Japón y Taiwán son los otros dos vértices insoslayables que condicionan esta relación. El acuerdo de cooperación militar firmado en septiembre último entre Japón y Estados Unidos incluye en el paraguas de protección, en caso de crisis, a unas ambiguas “zonas aledañas” que China interpreta como una clara alusión aTaiwán y otras islas que reivindica desde hace tiempo. Taiwán, lo ha dicho Qian Qichen, es el talón de aquiles de las relaciones Beijing-Washington y el principal factor sobre el que pivotan las posibilidades de normalización o de perturbación. Reales o no, los intentos de influir con donativos en un cambio de política del Partido Demócrata en relación a China, se explicarían fundamentalmente por la necesidad de reducir la influencia del lobby taiwanés en la Casa Blanca.

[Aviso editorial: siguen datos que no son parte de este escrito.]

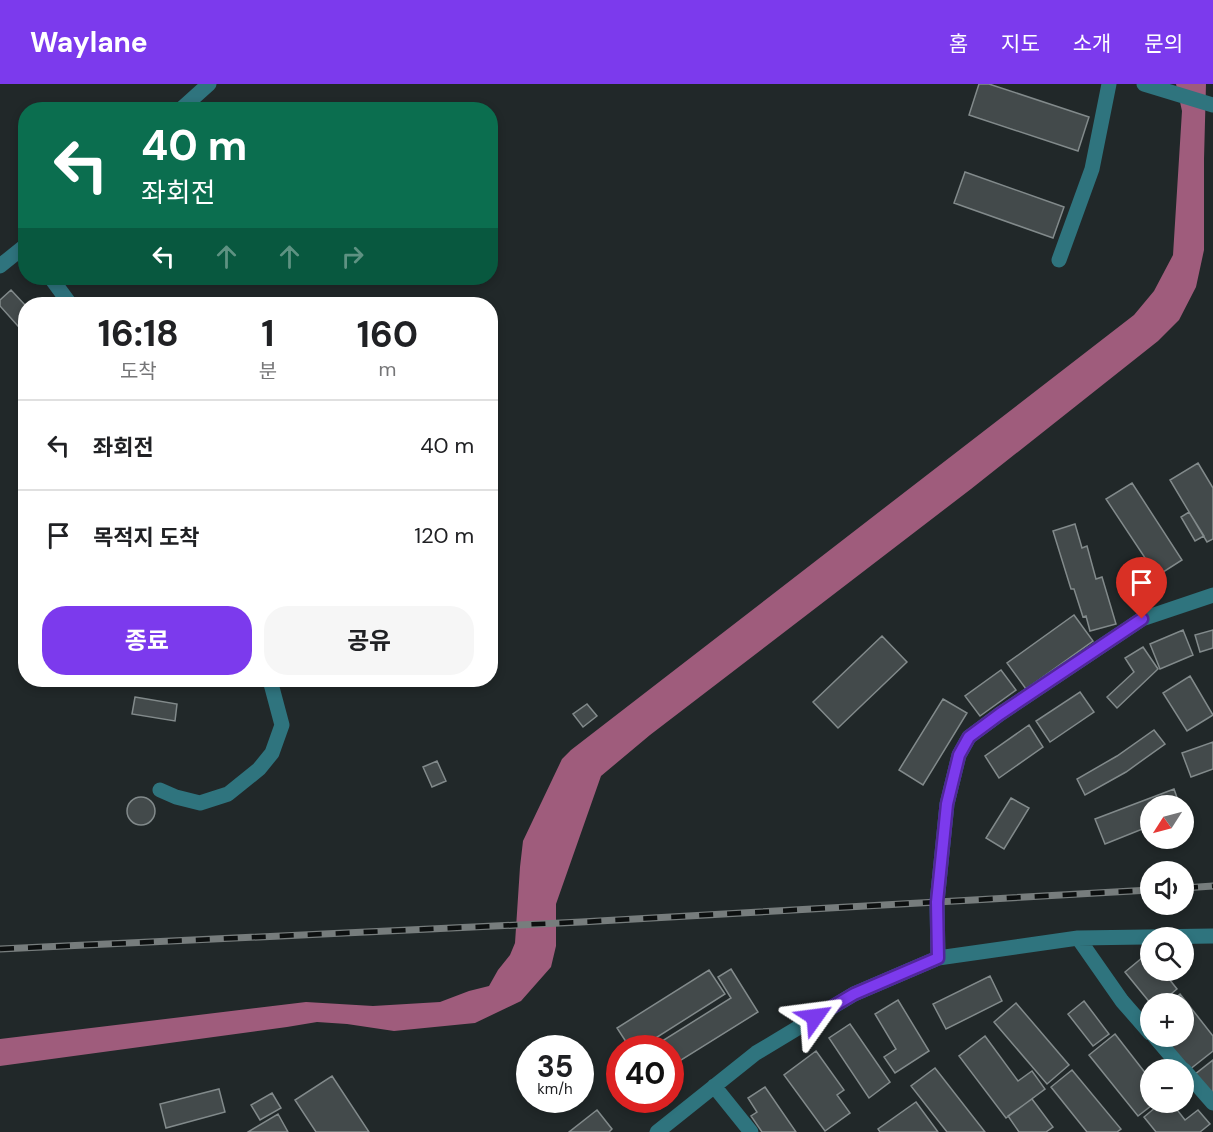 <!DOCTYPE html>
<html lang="ko">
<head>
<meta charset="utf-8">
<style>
  body { margin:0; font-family:"DM Sans","Noto Sans KR",sans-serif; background:#f6f6f6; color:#202124; height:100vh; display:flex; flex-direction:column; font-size:22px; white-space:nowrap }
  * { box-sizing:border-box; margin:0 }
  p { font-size:20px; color:#757577 }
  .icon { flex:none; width:33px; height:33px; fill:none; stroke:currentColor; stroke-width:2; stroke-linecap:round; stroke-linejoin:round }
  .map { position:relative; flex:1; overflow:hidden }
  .panel { position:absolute; left:18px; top:213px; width:480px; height:390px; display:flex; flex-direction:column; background:#fff; border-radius:24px; box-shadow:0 3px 9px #0003 }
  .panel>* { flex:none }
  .hud { position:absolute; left:18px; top:18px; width:480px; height:183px; border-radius:24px; box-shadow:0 3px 9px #0003; background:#0b6e4f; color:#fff; overflow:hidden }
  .needle { width:39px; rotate:234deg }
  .controls { position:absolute; left:1140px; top:711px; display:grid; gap:12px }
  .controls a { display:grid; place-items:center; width:54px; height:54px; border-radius:50%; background:#fff; box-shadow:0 3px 9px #0003; font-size:30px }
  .speed { position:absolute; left:516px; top:951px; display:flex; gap:12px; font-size:30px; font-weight:700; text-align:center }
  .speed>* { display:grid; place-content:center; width:78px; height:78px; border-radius:50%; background:#fff; box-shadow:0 3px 9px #0003; line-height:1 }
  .speed small { font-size:15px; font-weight:400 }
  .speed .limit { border:9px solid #d22; background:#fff; color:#111 }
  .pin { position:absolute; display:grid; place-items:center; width:51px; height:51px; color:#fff; margin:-62px -26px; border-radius:50% 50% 50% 0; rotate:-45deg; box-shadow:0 0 6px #0007 }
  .pin .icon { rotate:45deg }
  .me { position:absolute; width:66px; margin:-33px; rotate:59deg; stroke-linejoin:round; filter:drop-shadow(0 0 4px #0008) }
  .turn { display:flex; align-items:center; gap:21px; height:126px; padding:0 24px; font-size:27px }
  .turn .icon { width:78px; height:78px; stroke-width:2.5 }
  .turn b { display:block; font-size:42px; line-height:51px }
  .lanes { display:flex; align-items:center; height:57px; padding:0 24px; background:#0003; justify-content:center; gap:30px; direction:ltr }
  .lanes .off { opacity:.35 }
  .eta { display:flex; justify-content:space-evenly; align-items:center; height:102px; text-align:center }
  .eta b { font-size:36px; font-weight:700; line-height:42px }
  .cta { display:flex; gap:12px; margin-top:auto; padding:12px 24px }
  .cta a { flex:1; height:69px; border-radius:24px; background:#7c3aed; color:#fff; font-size:24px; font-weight:700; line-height:69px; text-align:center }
  .cta a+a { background:#f6f6f6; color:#202124 }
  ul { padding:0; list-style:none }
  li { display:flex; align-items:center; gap:18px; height:90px; padding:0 24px; border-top:2px solid #e0e0e0 }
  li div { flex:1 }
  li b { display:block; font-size:22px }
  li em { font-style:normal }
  header { display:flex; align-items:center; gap:36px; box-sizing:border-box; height:84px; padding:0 30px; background:#7c3aed; color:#fff }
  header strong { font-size:28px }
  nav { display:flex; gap:33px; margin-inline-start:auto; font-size:21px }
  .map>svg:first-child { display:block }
  .water { fill:#9f5c7c }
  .building { fill:#434a4b; stroke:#828a8b; stroke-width:1.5 }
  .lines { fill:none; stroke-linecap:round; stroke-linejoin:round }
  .minor { stroke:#2f747e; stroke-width:15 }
  .rail-casing { stroke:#777d7d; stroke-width:7 }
  .rail { stroke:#0d1010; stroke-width:4.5; stroke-dasharray:14; stroke-linecap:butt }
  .route-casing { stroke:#51269a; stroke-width:15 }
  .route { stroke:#7c3aed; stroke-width:10 }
</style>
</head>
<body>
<header>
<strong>Waylane</strong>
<nav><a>홈</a><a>지도</a><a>소개</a><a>문의</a></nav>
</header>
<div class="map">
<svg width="1213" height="1048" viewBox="0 0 1213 1048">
  <rect width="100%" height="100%" fill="#212829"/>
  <path class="water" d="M1176,0H1206L1204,75V166L1196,203L1179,236L1158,257L971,405L650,651L601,692L556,820V862L551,883L521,917L475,939L394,947L347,940L317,938L287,943L0,982V955L306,918L373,922L440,918L469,907L489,902L498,886L510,871L515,859L520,783L523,757L562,675L571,666L1134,231L1154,207L1173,171L1182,27Z"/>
  <path class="building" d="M979,0H989L1089,33L1078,67L969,31Z
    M965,88L1064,123L1053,154L954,119Z
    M11,206L26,222V251L0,222V216Z
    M1198,379L1213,404V455L1207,458L1170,396Z
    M1132,399L1182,476L1157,492L1106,415Z
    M1189,428L1204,452L1195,457L1181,433Z
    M1075,440L1082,464L1087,462L1096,495L1102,493L1116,540L1090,547L1086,532L1083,533L1074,505H1071L1053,447Z
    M1074,531L1093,557L1026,605L1007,579Z
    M1183,546L1193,571L1160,585L1150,560Z
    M1213,546V564L1200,568L1195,551Z
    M882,552L907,578L838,644L813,618Z
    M1143,563L1158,585L1117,624L1107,613L1134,588L1125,574Z
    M1001,586L1016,606L980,632L965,612Z
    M1190,592L1213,631L1187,647L1163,609Z
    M1080,608L1094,628L1050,658L1036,637Z
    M135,613L177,620L175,637L132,630Z
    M943,615L967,629L923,701L899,686Z
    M587,620L597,632L583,643L573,630Z
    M1029,641L1043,663L999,694L985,672Z
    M1154,646L1165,660L1126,688L1085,711L1077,695L1117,672Z
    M1213,658V685L1191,693L1182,669Z
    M437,677L446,697L432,703L423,683Z
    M1174,705L1180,722H1150V742L1105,760L1095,735Z
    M127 727a14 14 0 1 1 28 0a14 14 0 1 1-28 0Z
    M1011,714L1029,724L1004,765L986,754Z
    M1148,869L1150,873V886H1162L1177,905L1159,920H1151L1125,888Z
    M731,885L758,928L670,983V964H651L731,914L718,893Z
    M709,886L725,910L640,964H630L617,944Z
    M990,892L1002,917L946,945L933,920Z
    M1180,910L1213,952V967L1189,986L1163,952H1184V920H1168Z
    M898,916L929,967L895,989L884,973L896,965L875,930Z
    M1084,917L1109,950L1093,962L1068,930Z
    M1016,919L1069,981L1047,1000L994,938Z
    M850,940L890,998L869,1014L829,954Z
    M1115,950L1150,995V1018H1156L1138,1032L1089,971Z
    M985,952L1018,997L1032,987L1045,1005L1006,1034L959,972Z
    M816,967L844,1006L837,1011L850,1029L825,1047L784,991Z
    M1213,976V1016L1194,991Z
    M935,984L985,1048H947L911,1002Z
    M1072,986L1121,1045L1117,1048H1087L1051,1003Z
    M332,992L369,1048H316L295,1016Z
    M765,1003L796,1048H762L751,1032L757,1028L748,1014Z
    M219,1005L225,1028L166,1044L160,1020Z
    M272,1009L281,1024L260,1036L251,1021Z
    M1032,1015L1053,1043L1046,1048H1019L1008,1032Z
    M916,1018L938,1048H880L878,1045Z
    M1162,1018H1171L1185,1036L1198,1026L1210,1040L1200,1048H1156L1144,1033Z
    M597,1026L612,1045L609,1048H569Z
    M278,1030L288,1048H248Z"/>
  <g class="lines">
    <path class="minor" d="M1144,0L1213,21
      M180,26L209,0
      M1059,176L1092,85L1109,0
      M0,182L26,161
      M51,194L70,220
      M160,706L176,713L200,719L228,710L259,685L272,669L282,641L270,596
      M1078,854L1122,917L1150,949
      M938,874L937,818L947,720L959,671L969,653L1000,630L1142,535L1213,511
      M1154,952L1183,986
      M1184,986L1213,1019
      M714,1002L751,1048
      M657,1048L756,969L854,910L938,874L1078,854L1213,852"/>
    <g class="rail-casing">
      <path id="rail" d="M1184,804L1213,802
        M0,865L581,838L1150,806"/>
    </g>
    <use href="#rail" class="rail"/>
  </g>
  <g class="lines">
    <g class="route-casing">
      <path id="route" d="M815,933L854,910L938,874L937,818L947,720L959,671L969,653L1000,630L1142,535"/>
    </g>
    <use href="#route" class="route"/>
  </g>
</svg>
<div class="controls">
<a><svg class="needle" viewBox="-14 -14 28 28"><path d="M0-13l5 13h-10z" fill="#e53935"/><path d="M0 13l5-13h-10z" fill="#757577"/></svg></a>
<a><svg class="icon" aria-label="sound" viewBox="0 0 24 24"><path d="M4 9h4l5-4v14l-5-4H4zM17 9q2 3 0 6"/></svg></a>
<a><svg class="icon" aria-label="search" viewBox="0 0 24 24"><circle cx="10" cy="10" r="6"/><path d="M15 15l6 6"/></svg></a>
<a>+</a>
<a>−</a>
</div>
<div class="speed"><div>35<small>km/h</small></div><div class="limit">40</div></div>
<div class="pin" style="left:1142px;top:535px;background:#d93025"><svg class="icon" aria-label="arrive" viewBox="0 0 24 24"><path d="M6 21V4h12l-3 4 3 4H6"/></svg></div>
<svg class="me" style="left:815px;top:933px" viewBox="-20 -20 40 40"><path d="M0-17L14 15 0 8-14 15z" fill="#7c3aed" stroke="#fff" stroke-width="4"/></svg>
<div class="hud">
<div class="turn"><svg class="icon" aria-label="left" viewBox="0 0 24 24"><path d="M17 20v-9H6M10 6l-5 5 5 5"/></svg><div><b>40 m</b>좌회전</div></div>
<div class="lanes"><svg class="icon" aria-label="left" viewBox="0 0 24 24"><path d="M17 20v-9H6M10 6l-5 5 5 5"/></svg><svg class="icon off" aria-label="ahead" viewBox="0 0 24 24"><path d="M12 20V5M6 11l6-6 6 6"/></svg><svg class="icon off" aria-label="ahead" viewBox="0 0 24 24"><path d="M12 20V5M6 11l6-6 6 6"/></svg><svg class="icon off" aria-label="right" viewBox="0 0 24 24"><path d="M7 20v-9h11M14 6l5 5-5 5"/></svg></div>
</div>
<section class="panel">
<div class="eta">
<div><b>16:18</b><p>도착</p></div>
<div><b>1</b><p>분</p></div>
<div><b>160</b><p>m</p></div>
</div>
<ul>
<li><svg class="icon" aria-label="left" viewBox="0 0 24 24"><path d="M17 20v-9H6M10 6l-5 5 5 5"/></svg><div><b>좌회전</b></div><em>40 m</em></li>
<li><svg class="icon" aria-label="arrive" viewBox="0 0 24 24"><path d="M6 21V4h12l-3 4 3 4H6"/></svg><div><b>목적지 도착</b></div><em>120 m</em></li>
</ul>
<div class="cta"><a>종료</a><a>공유</a></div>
</section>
</div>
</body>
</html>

En suma, con gran habilidad y paciencia, por supuesto, oriental, China ha conseguido llevar el gato al agua, es decir, atraer a la Administracion estadounidense a sus posiciones, e iniciar la vertebración, por ahora con éxito, de una asociación estratégica (no una alianza, sino una relación normal entre países, en palabras de Liu Huaqiu, director de la oficina de asuntos exteriores del Consejo de Estado) que hace solo un par de años hubiera sido impensable. Clinton, contagiado del pragmatismo chino, recibirá los honores de jefe de Estado en la misma plaza de Tiannanmen que hace casi diez años la CNN convertía en simbolo mediático de una nueva “masacre comunista”.